→ Your goal: What's needed is a word-for-word retyping of the entries below, pictures omitted.

=== Material for this task ===

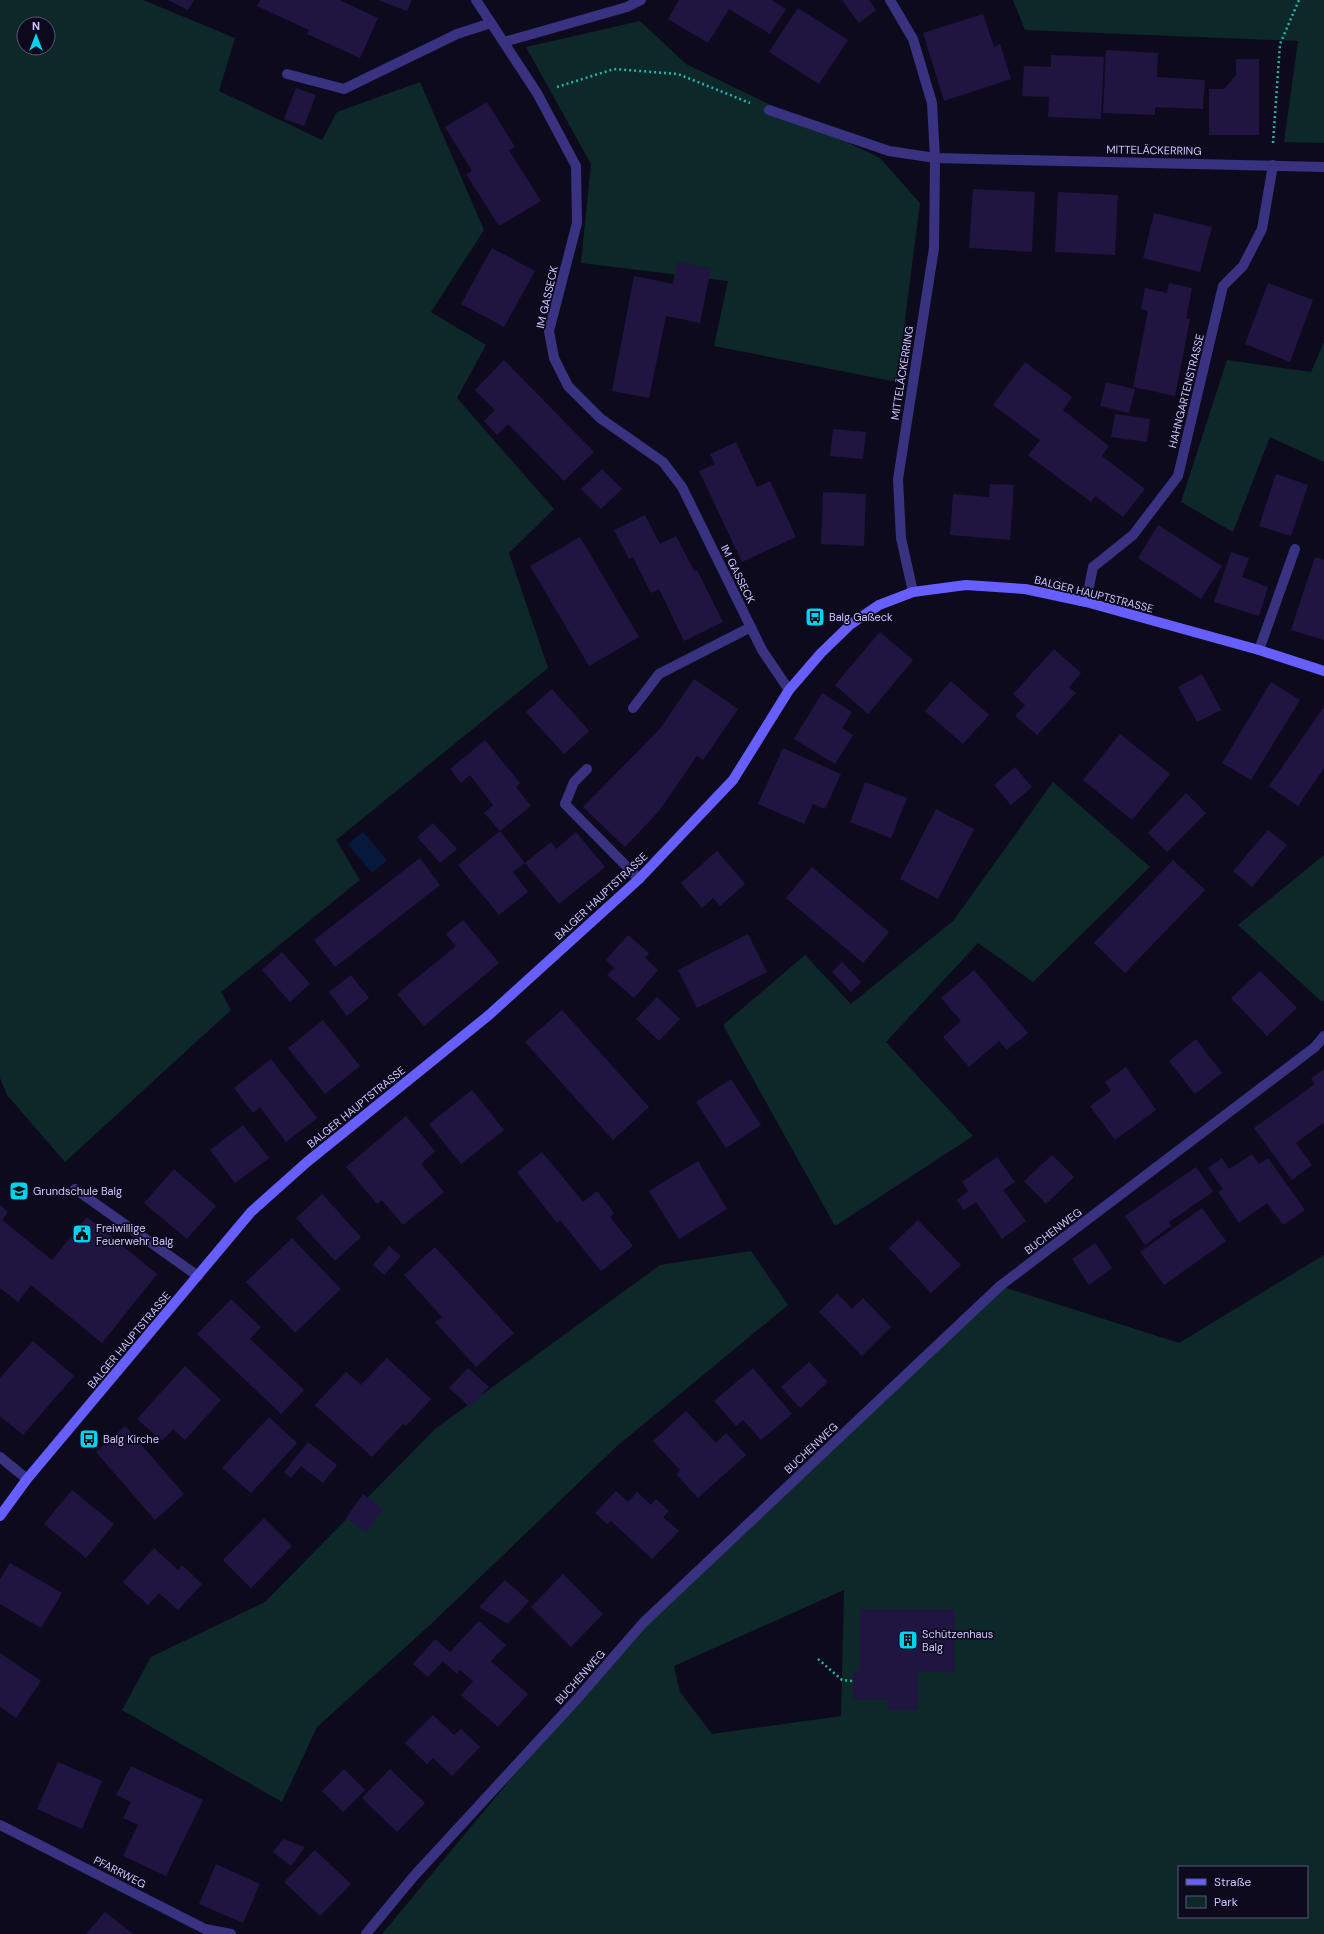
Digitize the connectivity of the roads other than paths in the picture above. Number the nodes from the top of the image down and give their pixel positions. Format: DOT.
graph roads {
  1 [pos="476,0"];
  2 [pos="641,0"];
  3 [pos="890,0"];
  4 [pos="491,23"];
  5 [pos="504,42"];
  6 [pos="287,74"];
  7 [pos="769,110"];
  8 [pos="935,158"];
  9 [pos="1273,165"];
  10 [pos="1324,166"];
  11 [pos="1295,549"];
  12 [pos="913,592"];
  13 [pos="1086,602"];
  14 [pos="751,628"];
  15 [pos="1259,650"];
  16 [pos="1324,671"];
  17 [pos="789,690"];
  18 [pos="633,708"];
  19 [pos="587,770"];
  20 [pos="639,878"];
  21 [pos="1324,1036"];
  22 [pos="74,1189"];
  23 [pos="198,1276"];
  24 [pos="0,1457"];
  25 [pos="27,1479"];
  26 [pos="0,1516"];
  27 [pos="0,1825"];
  28 [pos="231,1934"];
  29 [pos="366,1934"];
  1 -- 4 [label="street, IM GASSECK"];
  2 -- 5 [label="street"];
  3 -- 8 [label="street, MITTELÄCKERRING"];
  4 -- 5 [label="street, IM GASSECK"];
  4 -- 6 [label="street"];
  5 -- 14 [label="street, IM GASSECK"];
  7 -- 8 [label="street, MITTELÄCKERRING"];
  8 -- 9 [label="street, MITTELÄCKERRING"];
  8 -- 12 [label="street, MITTELÄCKERRING"];
  9 -- 10 [label="street, MITTELÄCKERRING"];
  9 -- 13 [label="street, HAHNGARTENSTRASSE"];
  11 -- 15 [label="street"];
  12 -- 13 [label="street, BALGER HAUPTSTRASSE"];
  12 -- 17 [label="street, BALGER HAUPTSTRASSE"];
  13 -- 15 [label="street, BALGER HAUPTSTRASSE"];
  14 -- 17 [label="street, IM GASSECK"];
  14 -- 18 [label="street"];
  15 -- 16 [label="street, BALGER HAUPTSTRASSE"];
  17 -- 20 [label="street, BALGER HAUPTSTRASSE"];
  19 -- 20 [label="street"];
  20 -- 23 [label="street, BALGER HAUPTSTRASSE"];
  21 -- 29 [label="street, BUCHENWEG"];
  22 -- 23 [label="street"];
  23 -- 25 [label="street, BALGER HAUPTSTRASSE"];
  24 -- 25 [label="street"];
  25 -- 26 [label="street, BALGER HAUPTSTRASSE"];
  27 -- 28 [label="street, PFARRWEG"];
}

===

→ Worked solution:
Digitize the connectivity of the roads other than paths in the picture above. Number the nodes from the top of the image down and give their pixel positions. Format: DOT.
graph roads {
  1 [pos="476,0"];
  2 [pos="641,0"];
  3 [pos="890,0"];
  4 [pos="491,23"];
  5 [pos="504,42"];
  6 [pos="287,74"];
  7 [pos="769,110"];
  8 [pos="935,158"];
  9 [pos="1273,165"];
  10 [pos="1324,166"];
  11 [pos="1295,549"];
  12 [pos="913,592"];
  13 [pos="1086,602"];
  14 [pos="751,628"];
  15 [pos="1259,650"];
  16 [pos="1324,671"];
  17 [pos="789,690"];
  18 [pos="633,708"];
  19 [pos="587,770"];
  20 [pos="639,878"];
  21 [pos="1324,1036"];
  22 [pos="74,1189"];
  23 [pos="198,1276"];
  24 [pos="0,1457"];
  25 [pos="27,1479"];
  26 [pos="0,1516"];
  27 [pos="0,1825"];
  28 [pos="231,1934"];
  29 [pos="366,1934"];
  1 -- 4 [label="street, IM GASSECK"];
  2 -- 5 [label="street"];
  3 -- 8 [label="street, MITTELÄCKERRING"];
  4 -- 5 [label="street, IM GASSECK"];
  4 -- 6 [label="street"];
  5 -- 14 [label="street, IM GASSECK"];
  7 -- 8 [label="street, MITTELÄCKERRING"];
  8 -- 9 [label="street, MITTELÄCKERRING"];
  8 -- 12 [label="street, MITTELÄCKERRING"];
  9 -- 10 [label="street, MITTELÄCKERRING"];
  9 -- 13 [label="street, HAHNGARTENSTRASSE"];
  11 -- 15 [label="street"];
  12 -- 13 [label="street, BALGER HAUPTSTRASSE"];
  12 -- 17 [label="street, BALGER HAUPTSTRASSE"];
  13 -- 15 [label="street, BALGER HAUPTSTRASSE"];
  14 -- 17 [label="street, IM GASSECK"];
  14 -- 18 [label="street"];
  15 -- 16 [label="street, BALGER HAUPTSTRASSE"];
  17 -- 20 [label="street, BALGER HAUPTSTRASSE"];
  19 -- 20 [label="street"];
  20 -- 23 [label="street, BALGER HAUPTSTRASSE"];
  21 -- 29 [label="street, BUCHENWEG"];
  22 -- 23 [label="street"];
  23 -- 25 [label="street, BALGER HAUPTSTRASSE"];
  24 -- 25 [label="street"];
  25 -- 26 [label="street, BALGER HAUPTSTRASSE"];
  27 -- 28 [label="street, PFARRWEG"];
}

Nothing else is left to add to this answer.